这般心性淡然之人,断然不会将稚童视作权谋博弈的棋子,更不会心存杂念苛待无辜孩童。
除却心性品性之外,还有一桩缘由他早已暗自察觉。如今魏疏宜与魏家之间似生出不小隔阂,行事间处处刻意疏离,隐隐有着与母家划清界限之意。
这一点,亦是他权衡再三,最终属意于她、而非贤妃的关键缘故。
经此前事端,身为文官魁首的魏家已然收敛锋芒,行事安分守己。可武官世家徐家如今声势日渐鼎盛,势力节节攀升。倘若此刻将皇嗣交由贤妃抚育,无异于变相助长外戚气焰,日后难保不会滋生难以制衡的势力隐患。
况且终有一日,他会出手收拾这些意图凌驾在皇权之上的人,所以无论是基于哪一点,他都更愿意将孩子放在魏疏宜身边。
而眼下那孩子似乎也更喜欢,她,对其百般依赖。
方才暗卫传来的消息,也让他不禁去想,那究竟是怎样一幅画面,一个年轻的妃子,一个稚嫩的孩童,毫无血缘关系,当真能相处起感情来吗?
会有人爱别人的孩子,如同爱自己的孩子一般吗?
想到此处,他忽然冷笑一声,暗自摇头,暗笑自己这般想法是有多么天真。
这后宫当中没有一个女人会甘愿去养别人的孩子,除非有利可图。
不过即便如此也无妨,只要有他在,那孩子可保终身富贵,只要抚育他的人不苛待他,将他好生抚养长大,亦能保住她的荣宠富贵。
而与此同时,这样的消息也落在了贤妃耳中。
这一路出行,他也安插了眼线,四处排查,倒不是刻意盯着元昭仪,只是那不同寻常的一幕,终究叫人留了心,待她知晓的时候,眼底惊起波澜,秀眉紧蹙起来。
“她倒是极会献殷勤的!此次见大皇子跟随出宫,便巴巴的黏上去,如此招摇过市,当真是司马昭之心!”
李嬷嬷亦拧起眉头,轻声说道:“眼下元昭仪的行事风格愈发与以前不同,如今她已将主意打到大皇子身上去了,娘娘您也不可懈怠了。
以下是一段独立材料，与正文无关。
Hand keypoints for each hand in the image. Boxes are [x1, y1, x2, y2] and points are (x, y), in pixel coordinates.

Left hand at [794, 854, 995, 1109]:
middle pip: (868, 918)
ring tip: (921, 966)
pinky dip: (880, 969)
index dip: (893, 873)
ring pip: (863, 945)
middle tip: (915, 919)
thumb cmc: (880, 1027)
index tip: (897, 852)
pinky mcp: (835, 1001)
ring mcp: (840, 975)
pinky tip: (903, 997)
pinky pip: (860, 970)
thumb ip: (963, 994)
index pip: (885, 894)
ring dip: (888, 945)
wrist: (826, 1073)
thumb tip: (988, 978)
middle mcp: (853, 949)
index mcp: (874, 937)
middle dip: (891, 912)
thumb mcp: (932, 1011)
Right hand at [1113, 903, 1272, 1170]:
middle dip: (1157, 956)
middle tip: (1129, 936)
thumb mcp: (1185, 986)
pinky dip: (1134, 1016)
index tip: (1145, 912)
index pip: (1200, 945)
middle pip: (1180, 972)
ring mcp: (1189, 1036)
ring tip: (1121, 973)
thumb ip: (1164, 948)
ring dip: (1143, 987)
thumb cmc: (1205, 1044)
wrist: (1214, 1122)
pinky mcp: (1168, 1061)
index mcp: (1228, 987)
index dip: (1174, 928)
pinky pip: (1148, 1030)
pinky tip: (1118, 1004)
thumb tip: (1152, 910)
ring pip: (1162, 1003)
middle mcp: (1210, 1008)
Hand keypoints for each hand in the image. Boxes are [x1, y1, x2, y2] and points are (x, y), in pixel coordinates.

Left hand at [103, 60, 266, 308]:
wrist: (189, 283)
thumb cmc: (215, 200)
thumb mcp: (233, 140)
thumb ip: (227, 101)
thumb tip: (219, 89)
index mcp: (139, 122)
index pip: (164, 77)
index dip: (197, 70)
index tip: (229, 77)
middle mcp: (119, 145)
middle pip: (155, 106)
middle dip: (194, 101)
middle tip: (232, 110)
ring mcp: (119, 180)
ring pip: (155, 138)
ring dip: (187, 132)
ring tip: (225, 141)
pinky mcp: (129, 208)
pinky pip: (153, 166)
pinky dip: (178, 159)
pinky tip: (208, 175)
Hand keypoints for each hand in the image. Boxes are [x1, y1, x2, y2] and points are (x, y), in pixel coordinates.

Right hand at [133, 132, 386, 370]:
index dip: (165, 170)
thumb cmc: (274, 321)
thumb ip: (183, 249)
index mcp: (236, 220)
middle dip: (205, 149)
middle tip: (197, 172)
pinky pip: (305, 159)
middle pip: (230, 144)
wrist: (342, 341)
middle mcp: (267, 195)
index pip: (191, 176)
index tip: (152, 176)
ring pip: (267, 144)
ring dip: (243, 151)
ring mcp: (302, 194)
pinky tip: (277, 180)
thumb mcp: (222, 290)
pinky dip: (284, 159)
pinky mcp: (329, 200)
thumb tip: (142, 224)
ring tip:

”
贤妃烦躁的沉下口气,不耐的道:“我要如何?难不成还真去争抢大皇子吗?”
李嬷嬷看着她,见她不大情愿的样子,也能想明白主子此刻在想什么。
原本提起大皇子的时候,娘娘并没有那么抗拒,而一切的改变,便是自娘娘承宠之后,她对大皇子就没那么上心了。
可外人不知道,她还能不知吗?
敬事房确实记录了帝王留宿咸福殿,至于有没有真的承宠,娘娘自己心里有数的,次日她去收拾卧房时,没有看见净帕,她没问,却也能感觉得到,那一晚上,娘娘与陛下是相安无事的。
外人眼中娘娘是后宫首位承宠的宠妃,可毕竟名不副实,娘娘若因此便以为荣宠稳固,无需皇子傍身的话,那想的可就太浅了。
“娘娘可是觉得陛下对您有了心意,往后去,您会有自己的皇子,所以大皇子的去留,您就不在意了。”